A última hora de la tarde, una llamada telefónica: el resultado de la primera prueba hecha en el hospital de Longjumeau acaba de llegar, Julie es positiva para covid-19 y su condición se está deteriorando, necesita ser intubada.

"No nos lo creemos. Nos decimos que están equivocados. ¿Y por qué llegan tan tarde estos resultados?" Se pregunta Sabine otra vez.

"Desde el principio se nos ha dicho que el virus no afecta a los jóvenes. Nos lo creímos, como todos", dice la hermana mayor de Julie, Manon.

Alrededor de las 12:30 otra llamada telefónica: "¡Ven, rápido!".

"Fue entonces cuando entré en pánico. Hay palabras que te hacen entender", explica Sabine.

Según el Director General de Salud, el profesor Jerome Salomon, que anunció la muerte de la niña el jueves por la noche, Julie fue víctima de una forma grave del virus "extremadamente rara" entre los jóvenes.

"En una hora"

"Ya estaba lívida", dice Sabine.

Cuando llegó al hospital con su hija mayor alrededor de la 01:00 a.m. del miércoles, Julie murió. Le tocó la mano, "su piel aún estaba caliente", recuerda.

Su hermana le acarició la frente. Y luego inmediatamente, les explican que no la volverán a ver, el protocolo en tiempos de epidemia es estricto.

"Todo lo que te anuncian, en una hora..." dice Sabine.

También es imposible recuperar los objetos personales de la chica, todo tiene que ser quemado. Aun así consiguen guardar una cadena bautismal, un brazalete.

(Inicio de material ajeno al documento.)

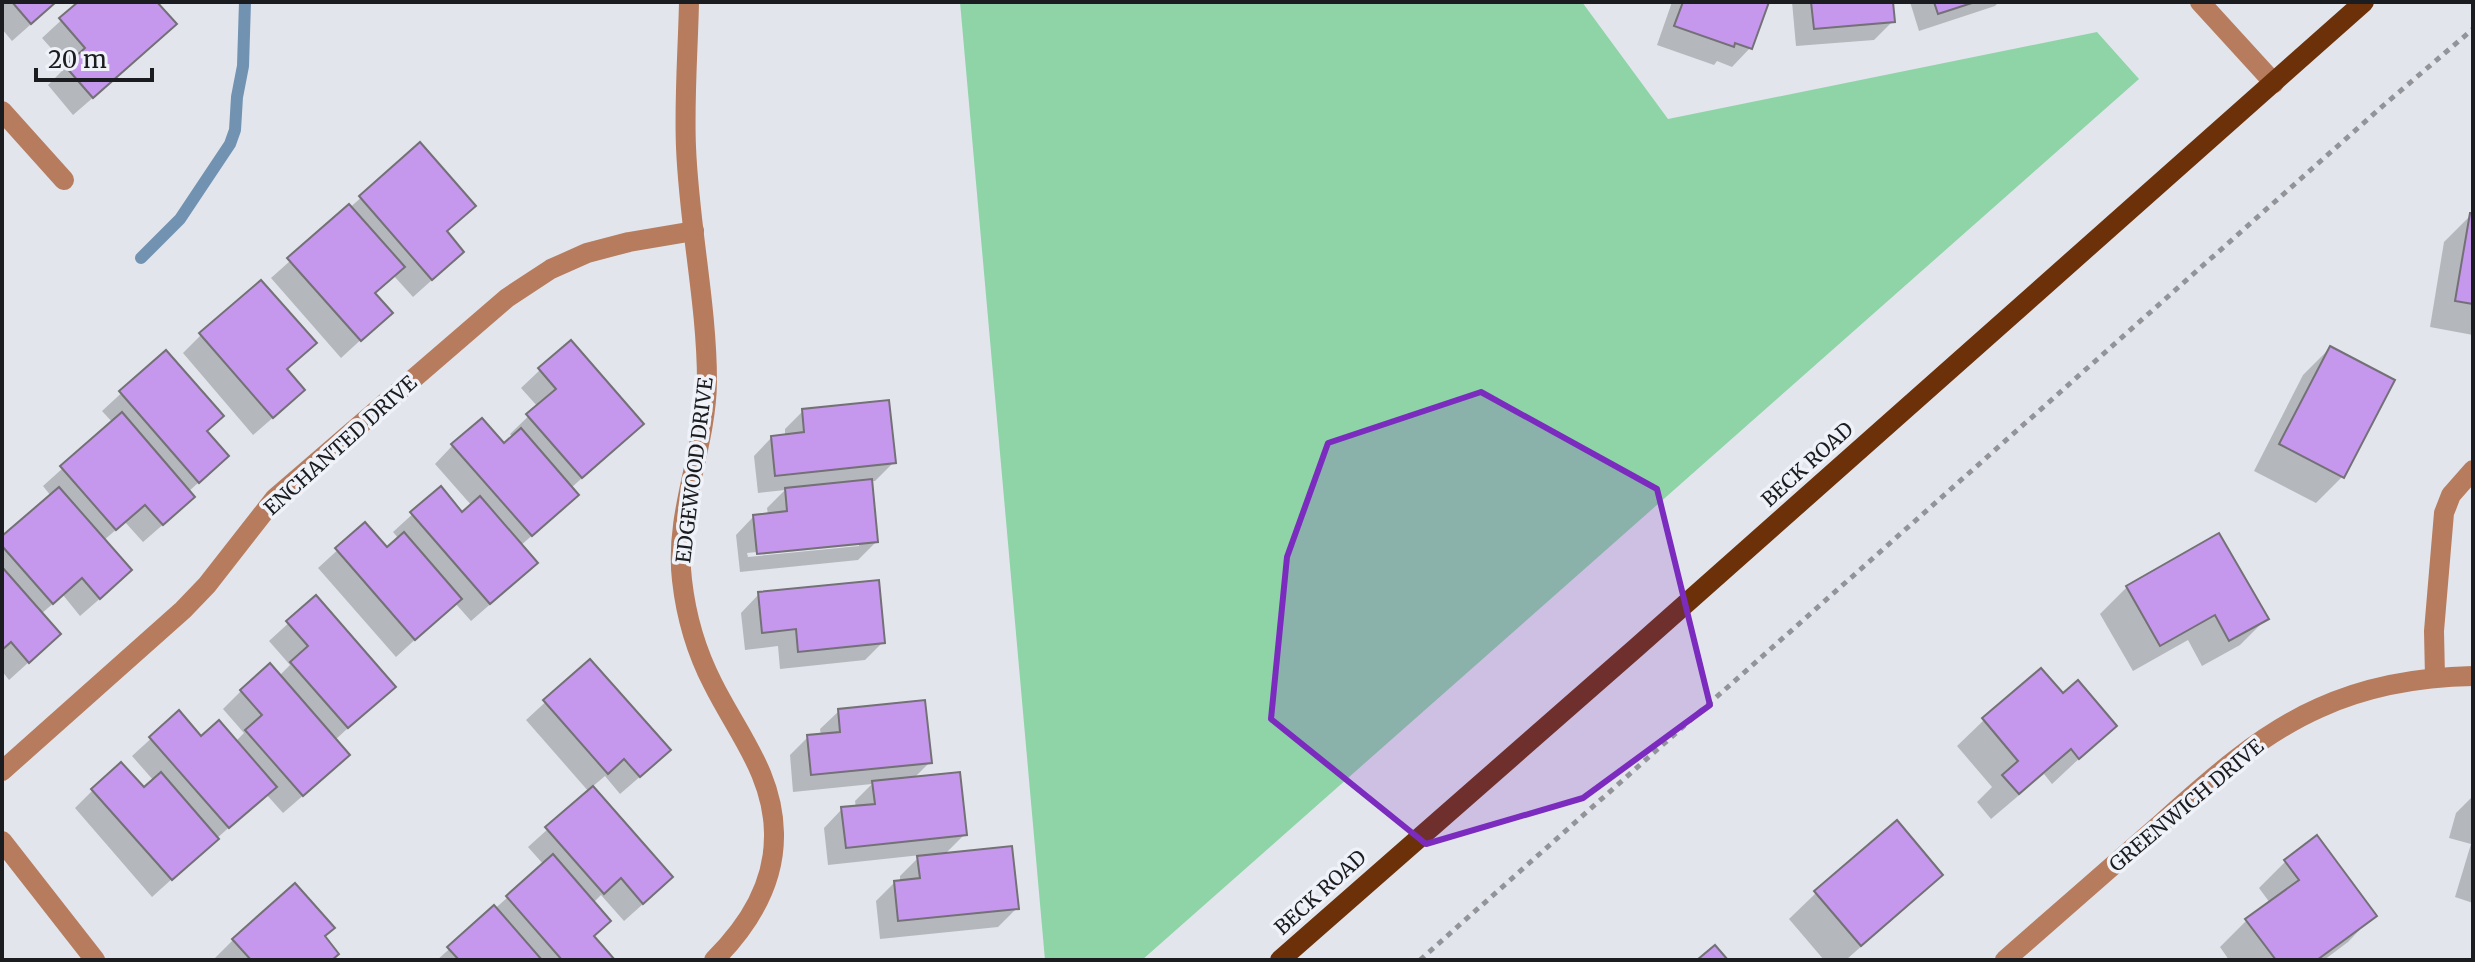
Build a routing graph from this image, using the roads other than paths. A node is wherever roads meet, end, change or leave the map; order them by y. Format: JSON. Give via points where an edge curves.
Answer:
{"nodes":[{"id":1,"x":689,"y":2,"type":"edge"},
{"id":2,"x":2200,"y":2,"type":"edge"},
{"id":3,"x":2364,"y":2,"type":"edge"},
{"id":4,"x":2274,"y":83,"type":"junction"},
{"id":5,"x":2,"y":111,"type":"edge"},
{"id":6,"x":64,"y":180,"type":"dead end"},
{"id":7,"x":694,"y":231,"type":"junction"},
{"id":8,"x":2473,"y":470,"type":"edge"},
{"id":9,"x":2473,"y":676,"type":"edge"},
{"id":10,"x":2435,"y":677,"type":"junction"},
{"id":11,"x":2,"y":771,"type":"edge"},
{"id":12,"x":2,"y":841,"type":"edge"},
{"id":13,"x":95,"y":960,"type":"edge"},
{"id":14,"x":714,"y":960,"type":"edge"},
{"id":15,"x":1280,"y":960,"type":"edge"},
{"id":16,"x":2005,"y":960,"type":"edge"}],
"edges":[{"from":1,"to":7,"type":"street","name":"EDGEWOOD DRIVE","via":[[686,147]]},
{"from":2,"to":4,"type":"street"},
{"from":3,"to":4,"type":"main road","name":"BECK ROAD"},
{"from":4,"to":15,"type":"main road","name":"BECK ROAD"},
{"from":5,"to":6,"type":"street"},
{"from":7,"to":11,"type":"street","name":"ENCHANTED DRIVE","via":[[587,253],[507,298],[275,498],[183,610]]},
{"from":7,"to":14,"type":"street","name":"EDGEWOOD DRIVE","via":[[707,384],[682,536],[682,577],[690,628],[769,791],[774,832],[772,865],[758,903]]},
{"from":8,"to":10,"type":"street","via":[[2451,495],[2444,513]]},
{"from":9,"to":10,"type":"street","name":"GREENWICH DRIVE"},
{"from":10,"to":16,"type":"street","name":"GREENWICH DRIVE","via":[[2391,684],[2318,708],[2272,734],[2192,796]]},
{"from":12,"to":13,"type":"street"}]}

El cuerpo de Julie está en la morgue del Hospital Necker. No saldrá hasta el funeral, que está programado para dentro de unos días. Como medida de precaución, no habrá ninguna ceremonia, sólo diez personas estarán presentes en el cementerio.

"Tuvimos que elegir entre nuestros parientes quienes podían estar presentes", dice Manon. "El día que murió, ya tuvimos que elegir un ataúd para ella".

Este ataúd tendrá que permanecer cerrado y Julie "no llevará maquillaje ni ropa, no se nos permite", explica su hermana.

"Es complicado de gestionar", dicen ella y su madre.

Según las últimas cifras, desde el comienzo de la epidemia se han registrado en los hospitales de Francia 1.696 muertes debidas a la covid-19.

Desde el jueves por la noche, las pantallas de televisión nos recuerdan una y otra vez que una chica de 16 años murió de un coronavirus.

"Es horrible porque sé que es mío", dice Sabine.